Here's my claim: The longer you think about it, the less likely you are to do it. It's tough to talk yourself into your walk.

Your mind is a suggestion machine and your body is the vehicle to carry out those suggestions. The conundrum is this: There is a communications gap between the two. The mind doesn't know how to act and the body doesn't know how to think. Can you say "Sticky wicket"?

 

When you take thinking out of the mix, guidance to your actions can come from your body's senses that have much more suggestive power than your thinking. Baseball pitchers come to mind.

 

Pitchers pitch from 60 feet 6 inches away from home plate. Home plate is only 17 inches wide. Pitchers who are proficient usually don't throw the ball down the middle because it's much easier to hit. They generally pitch to the outside edges of the plate. That means that their precision has to be within about 2 to 3 inches in order to throw effective strikes.

 

They cannot think the ball to that location; their body has to throw it there. Just telling themselves where they want it to go is not enough. The best pitchers visualize where they want the ball to go and then trust their practiced mechanics to get it to that spot. The same is the case for professional golfers, basketball players, archers, skiers and just about any sport where placement is important.

 

Watch any basketball game and observe the 3-point shooter. If they catch the ball from their teammate and then just launch the long shot in rhythm, without hesitating, the percentage for going in the basket is greater than the player who receives the pass and hesitates before making the shot.
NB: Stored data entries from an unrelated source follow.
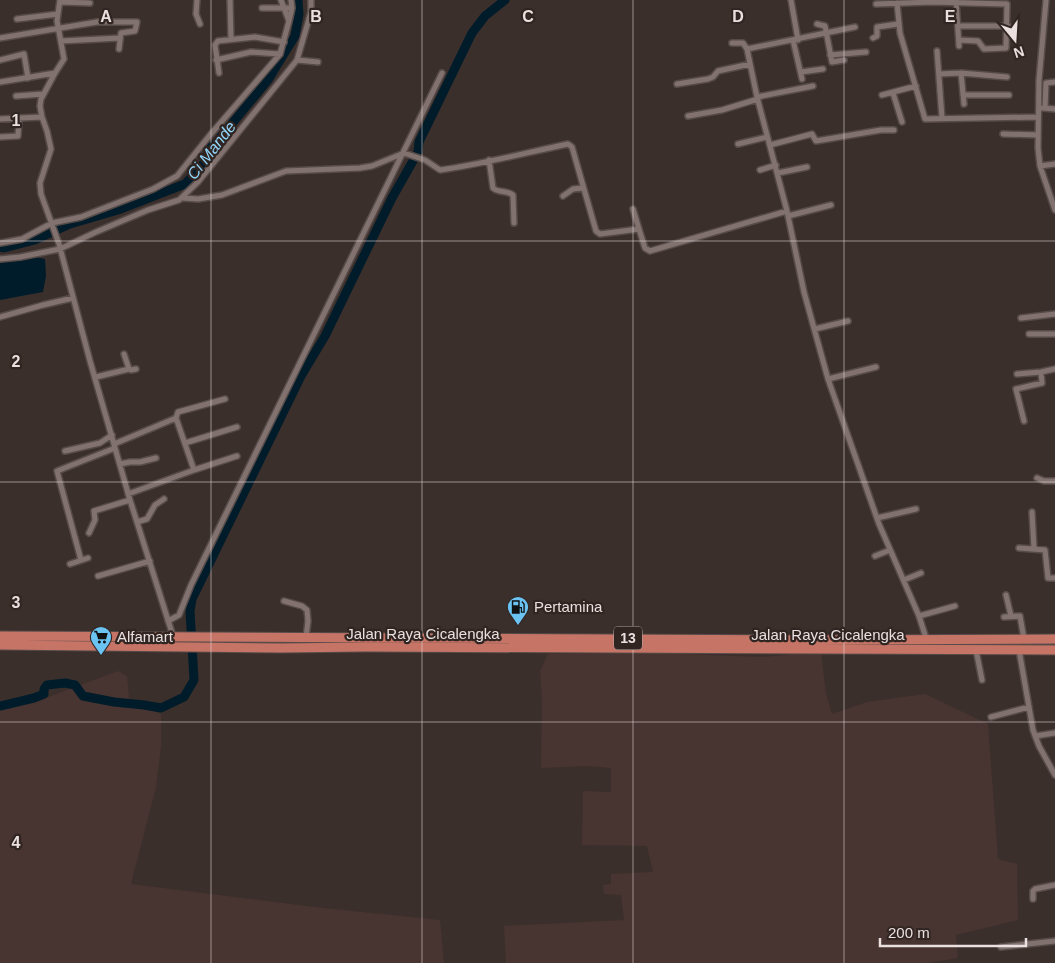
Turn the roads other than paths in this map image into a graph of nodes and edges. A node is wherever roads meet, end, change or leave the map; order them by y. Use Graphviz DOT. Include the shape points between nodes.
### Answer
graph roads {
  1 [pos="197,0"];
  2 [pos="230,0"];
  3 [pos="281,0"];
  4 [pos="292,0"];
  5 [pos="311,0"];
  6 [pos="791,0"];
  7 [pos="1046,0"];
  8 [pos="60,1"];
  9 [pos="933,1"];
  10 [pos="956,2"];
  11 [pos="90,3"];
  12 [pos="897,3"];
  13 [pos="876,4"];
  14 [pos="262,8"];
  15 [pos="284,8"];
  16 [pos="292,8"];
  17 [pos="58,14"];
  18 [pos="17,19"];
  19 [pos="290,21"];
  20 [pos="200,24"];
  21 [pos="817,24"];
  22 [pos="898,24"];
  23 [pos="958,26"];
  24 [pos="1008,26"];
  25 [pos="855,27"];
  26 [pos="58,28"];
  27 [pos="827,34"];
  28 [pos="0,38"];
  29 [pos="120,38"];
  30 [pos="873,38"];
  31 [pos="231,39"];
  32 [pos="796,40"];
  33 [pos="61,41"];
  34 [pos="284,42"];
  35 [pos="732,43"];
  36 [pos="119,49"];
  37 [pos="747,49"];
  38 [pos="937,51"];
  39 [pos="866,52"];
  40 [pos="280,54"];
  41 [pos="830,55"];
  42 [pos="0,60"];
  43 [pos="216,60"];
  44 [pos="297,60"];
  45 [pos="844,60"];
  46 [pos="318,62"];
  47 [pos="750,64"];
  48 [pos="823,69"];
  49 [pos="801,72"];
  50 [pos="54,73"];
  51 [pos="219,73"];
  52 [pos="442,73"];
  53 [pos="961,73"];
  54 [pos="939,74"];
  55 [pos="1006,76"];
  56 [pos="28,78"];
  57 [pos="802,79"];
  58 [pos="0,82"];
  59 [pos="1055,82"];
  60 [pos="676,84"];
  61 [pos="813,86"];
  62 [pos="916,86"];
  63 [pos="893,92"];
  64 [pos="43,94"];
  65 [pos="882,95"];
  66 [pos="963,95"];
  67 [pos="1009,95"];
  68 [pos="16,96"];
  69 [pos="757,98"];
  70 [pos="964,104"];
  71 [pos="1038,108"];
  72 [pos="1045,108"];
  73 [pos="1055,109"];
  74 [pos="688,116"];
  75 [pos="42,117"];
  76 [pos="1038,117"];
  77 [pos="942,118"];
  78 [pos="0,119"];
  79 [pos="19,119"];
  80 [pos="902,122"];
  81 [pos="894,130"];
  82 [pos="1003,134"];
  83 [pos="1038,135"];
  84 [pos="767,137"];
  85 [pos="0,138"];
  86 [pos="738,144"];
  87 [pos="770,146"];
  88 [pos="405,153"];
  89 [pos="489,160"];
  90 [pos="1055,164"];
  91 [pos="776,165"];
  92 [pos="1040,166"];
  93 [pos="808,167"];
  94 [pos="760,170"];
  95 [pos="778,173"];
  96 [pos="583,188"];
  97 [pos="563,196"];
  98 [pos="183,198"];
  99 [pos="831,205"];
  100 [pos="633,209"];
  101 [pos="1055,210"];
  102 [pos="788,213"];
  103 [pos="514,223"];
  104 [pos="53,224"];
  105 [pos="639,229"];
  106 [pos="0,243"];
  107 [pos="60,246"];
  108 [pos="0,259"];
  109 [pos="73,298"];
  110 [pos="1055,314"];
  111 [pos="0,317"];
  112 [pos="1021,318"];
  113 [pos="848,321"];
  114 [pos="815,330"];
  115 [pos="1029,334"];
  116 [pos="1055,334"];
  117 [pos="124,354"];
  118 [pos="876,367"];
  119 [pos="129,368"];
  120 [pos="136,369"];
  121 [pos="1055,369"];
  122 [pos="1041,372"];
  123 [pos="1017,374"];
  124 [pos="96,377"];
  125 [pos="828,378"];
  126 [pos="225,399"];
  127 [pos="176,418"];
  128 [pos="1024,421"];
  129 [pos="237,427"];
  130 [pos="112,435"];
  131 [pos="185,443"];
  132 [pos="115,446"];
  133 [pos="64,451"];
  134 [pos="237,456"];
  135 [pos="156,458"];
  136 [pos="120,464"];
  137 [pos="194,470"];
  138 [pos="1037,478"];
  139 [pos="1055,481"];
  140 [pos="128,494"];
  141 [pos="164,499"];
  142 [pos="130,500"];
  143 [pos="916,509"];
  144 [pos="1032,512"];
  145 [pos="877,518"];
  146 [pos="137,522"];
  147 [pos="89,533"];
  148 [pos="1019,548"];
  149 [pos="1034,549"];
  150 [pos="890,550"];
  151 [pos="875,556"];
  152 [pos="88,558"];
  153 [pos="81,560"];
  154 [pos="150,562"];
  155 [pos="70,564"];
  156 [pos="921,573"];
  157 [pos="98,576"];
  158 [pos="1055,578"];
  159 [pos="904,580"];
  160 [pos="1006,595"];
  161 [pos="284,601"];
  162 [pos="955,606"];
  163 [pos="920,616"];
  164 [pos="1011,616"];
  165 [pos="1004,617"];
  166 [pos="168,621"];
  167 [pos="0,636"];
  168 [pos="173,636"];
  169 [pos="306,637"];
  170 [pos="926,638"];
  171 [pos="988,638"];
  172 [pos="1024,639"];
  173 [pos="1055,639"];
  174 [pos="0,645"];
  175 [pos="976,650"];
  176 [pos="987,650"];
  177 [pos="1019,650"];
  178 [pos="1055,650"];
  179 [pos="982,680"];
  180 [pos="1029,707"];
  181 [pos="991,717"];
  182 [pos="1055,733"];
  183 [pos="1035,736"];
  184 [pos="1055,775"];
  185 [pos="1055,885"];
  186 [pos="1033,899"];
  187 [pos="1055,941"];
  188 [pos="1001,947"];
  1 -- 20 [label="street" via="196,14"];
  2 -- 31 [label="street"];
  3 -- 15 [label="street"];
  4 -- 16 [label="street"];
  5 -- 44 [label="street" via="311,12"];
  6 -- 32 [label="street"];
  7 -- 71 [label="street"];
  8 -- 11 [label="street"];
  8 -- 17 [label="street"];
  9 -- 10 [label="street"];
  9 -- 12 [label="street"];
  10 -- 23 [label="street"];
  10 -- 24 [label="street" via="1006,3"];
  12 -- 13 [label="street"];
  12 -- 22 [label="street"];
  14 -- 15 [label="street"];
  15 -- 16 [label="street"];
  15 -- 19 [label="street"];
  16 -- 19 [label="street"];
  17 -- 18 [label="street"];
  17 -- 26 [label="street"];
  19 -- 34 [label="street"];
  21 -- 27 [label="street" via="824,25"];
  22 -- 30 [label="street" via="877,27 877,36"];
  22 -- 62 [label="street"];
  23 -- 24 [label="street"];
  23 -- 24 [label="street" via="959,43 978,41 984,49 1006,47"];
  25 -- 27 [label="street"];
  26 -- 28 [label="street"];
  26 -- 29 [label="street" via="97,22 137,22 135,31 121,33"];
  26 -- 33 [label="street"];
  27 -- 32 [label="street"];
  27 -- 41 [label="street"];
  29 -- 33 [label="street"];
  29 -- 36 [label="street"];
  31 -- 34 [label="street" via="256,37"];
  31 -- 43 [label="street" via="215,44"];
  32 -- 37 [label="street"];
  32 -- 49 [label="street"];
  33 -- 50 [label="street" via="64,59"];
  34 -- 40 [label="street"];
  35 -- 37 [label="street" via="743,42"];
  37 -- 47 [label="street"];
  38 -- 54 [label="street"];
  39 -- 41 [label="street"];
  40 -- 43 [label="street" via="251,52"];
  40 -- 104 [label="street" via="177,176 89,214"];
  41 -- 45 [label="street" via="833,62"];
  42 -- 56 [label="street" via="24,54"];
  43 -- 51 [label="street"];
  44 -- 46 [label="street"];
  44 -- 98 [label="street"];
  47 -- 60 [label="street" via="718,71 708,79"];
  47 -- 69 [label="street"];
  48 -- 49 [label="street"];
  49 -- 57 [label="street"];
  50 -- 56 [label="street"];
  50 -- 64 [label="street"];
  52 -- 88 [label="street"];
  53 -- 54 [label="street"];
  53 -- 55 [label="street"];
  53 -- 66 [label="street"];
  54 -- 77 [label="street"];
  56 -- 58 [label="street"];
  59 -- 72 [label="street" via="1046,83"];
  61 -- 69 [label="street"];
  62 -- 63 [label="street"];
  62 -- 77 [label="street" via="925,118"];
  63 -- 65 [label="street"];
  63 -- 80 [label="street"];
  64 -- 68 [label="street"];
  64 -- 75 [label="street"];
  66 -- 67 [label="street"];
  66 -- 70 [label="street"];
  69 -- 74 [label="street" via="722,110"];
  69 -- 84 [label="street"];
  71 -- 72 [label="street"];
  71 -- 76 [label="street"];
  72 -- 73 [label="street"];
  75 -- 79 [label="street"];
  75 -- 104 [label="street" via="51,149 40,190"];
  76 -- 77 [label="street"];
  76 -- 83 [label="street"];
  78 -- 79 [label="street"];
  79 -- 85 [label="street" via="18,136"];
  81 -- 87 [label="street" via="816,141 812,134"];
  82 -- 83 [label="street"];
  83 -- 92 [label="street"];
  84 -- 86 [label="street"];
  84 -- 87 [label="street"];
  87 -- 91 [label="street"];
  88 -- 89 [label="street" via="428,161 440,170"];
  88 -- 98 [label="street" via="372,166 286,171 222,195"];
  88 -- 166 [label="street" via="185,597 179,615"];
  89 -- 96 [label="street" via="568,144 571,145"];
  89 -- 103 [label="street" via="493,188 513,195"];
  90 -- 92 [label="street"];
  91 -- 94 [label="street"];
  91 -- 95 [label="street"];
  92 -- 101 [label="street"];
  93 -- 95 [label="street"];
  95 -- 102 [label="street"];
  96 -- 97 [label="street" via="573,189"];
  96 -- 105 [label="street" via="594,228 600,234"];
  98 -- 107 [label="street"];
  99 -- 102 [label="street"];
  100 -- 105 [label="street"];
  102 -- 105 [label="street" via="650,251 645,248"];
  102 -- 114 [label="street"];
  104 -- 106 [label="street" via="22,239"];
  104 -- 107 [label="street"];
  107 -- 108 [label="street"];
  107 -- 109 [label="street"];
  109 -- 111 [label="street"];
  109 -- 124 [label="street"];
  110 -- 112 [label="street"];
  113 -- 114 [label="street"];
  114 -- 125 [label="street"];
  115 -- 116 [label="street"];
  117 -- 119 [label="street"];
  118 -- 125 [label="street"];
  119 -- 120 [label="street"];
  119 -- 124 [label="street"];
  121 -- 122 [label="street"];
  122 -- 123 [label="street"];
  122 -- 128 [label="street" via="1042,383 1016,389"];
  124 -- 130 [label="street"];
  125 -- 145 [label="street"];
  126 -- 127 [label="street" via="178,412"];
  127 -- 131 [label="street"];
  127 -- 132 [label="street"];
  129 -- 131 [label="street"];
  130 -- 132 [label="street"];
  130 -- 133 [label="street" via="100,443"];
  131 -- 137 [label="street"];
  132 -- 136 [label="street"];
  132 -- 153 [label="street" via="57,471"];
  134 -- 137 [label="street"];
  135 -- 136 [label="street"];
  136 -- 140 [label="street"];
  137 -- 140 [label="street"];
  138 -- 139 [label="street"];
  140 -- 142 [label="street"];
  141 -- 146 [label="street" via="155,505 147,519"];
  142 -- 146 [label="street"];
  142 -- 147 [label="street" via="94,511 95,520"];
  143 -- 145 [label="street"];
  144 -- 149 [label="street"];
  145 -- 150 [label="street"];
  146 -- 154 [label="street"];
  148 -- 149 [label="street"];
  149 -- 158 [label="street" via="1045,550 1048,578"];
  150 -- 151 [label="street"];
  150 -- 159 [label="street"];
  152 -- 153 [label="street"];
  153 -- 155 [label="street"];
  154 -- 157 [label="street"];
  154 -- 166 [label="street"];
  156 -- 159 [label="street"];
  159 -- 163 [label="street"];
  160 -- 164 [label="street"];
  161 -- 169 [label="street" via="307,610"];
  162 -- 163 [label="street"];
  163 -- 170 [label="street"];
  164 -- 165 [label="street"];
  164 -- 172 [label="street" via="1020,616"];
  166 -- 168 [label="street"];
  167 -- 168 [label="highway, Jalan Raya Cicalengka / 13"];
  168 -- 169 [label="highway, Jalan Raya Cicalengka / 13"];
  169 -- 170 [label="highway, Jalan Raya Cicalengka / 13"];
  170 -- 171 [label="highway, Jalan Raya Cicalengka / 13"];
  171 -- 172 [label="highway, Jalan Raya Cicalengka / 13"];
  171 -- 176 [label="highway"];
  172 -- 173 [label="highway, Jalan Raya Cicalengka / 13"];
  174 -- 175 [label="highway, Jalan Raya Cicalengka / 13"];
  175 -- 176 [label="highway, Jalan Raya Cicalengka / 13"];
  175 -- 179 [label="street"];
  176 -- 177 [label="highway, Jalan Raya Cicalengka / 13"];
  177 -- 178 [label="highway, Jalan Raya Cicalengka / 13"];
  177 -- 180 [label="street"];
  180 -- 181 [label="street"];
  180 -- 183 [label="street"];
  182 -- 183 [label="street"];
  183 -- 184 [label="street"];
  185 -- 186 [label="street" via="1034,889"];
  187 -- 188 [label="street"];
}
The hesitation that you observe is caused by their thinking.

 

Great actors don't think themselves into the role; they feel the role. Think of someone you deem as a good or bad actor and my guess is you'll notice that the ones you judge poorly are not feeling their way into the character; they're attempting to think their way there.

 

Most of us are not professional athletes or actors but our Achilles Heel is the same - our thinking gets in the way of productive action.

 

How often have you heard someone say, "I want to feel things over"? They would be better served to do so, involving their senses rather than their thinking. "Something doesn't smell right" is something you want to pay attention to. If you attempt to talk yourself past the smell, you often wind up in a mini version of hell.

 

Pep talks are pointless. They have the lasting power of cardboard in a downpour and they are not the best or quickest strategy for taking effective action.

 

Involve your senses in your action plan. They all reside in your body. Your mind may suggest the proper way to go but if you don't involve your senses, your actions have a high probability of being scattered and watered down.

 

Go the direct route: Use your body and its senses and you won't waste time trying to talk sense into your actions.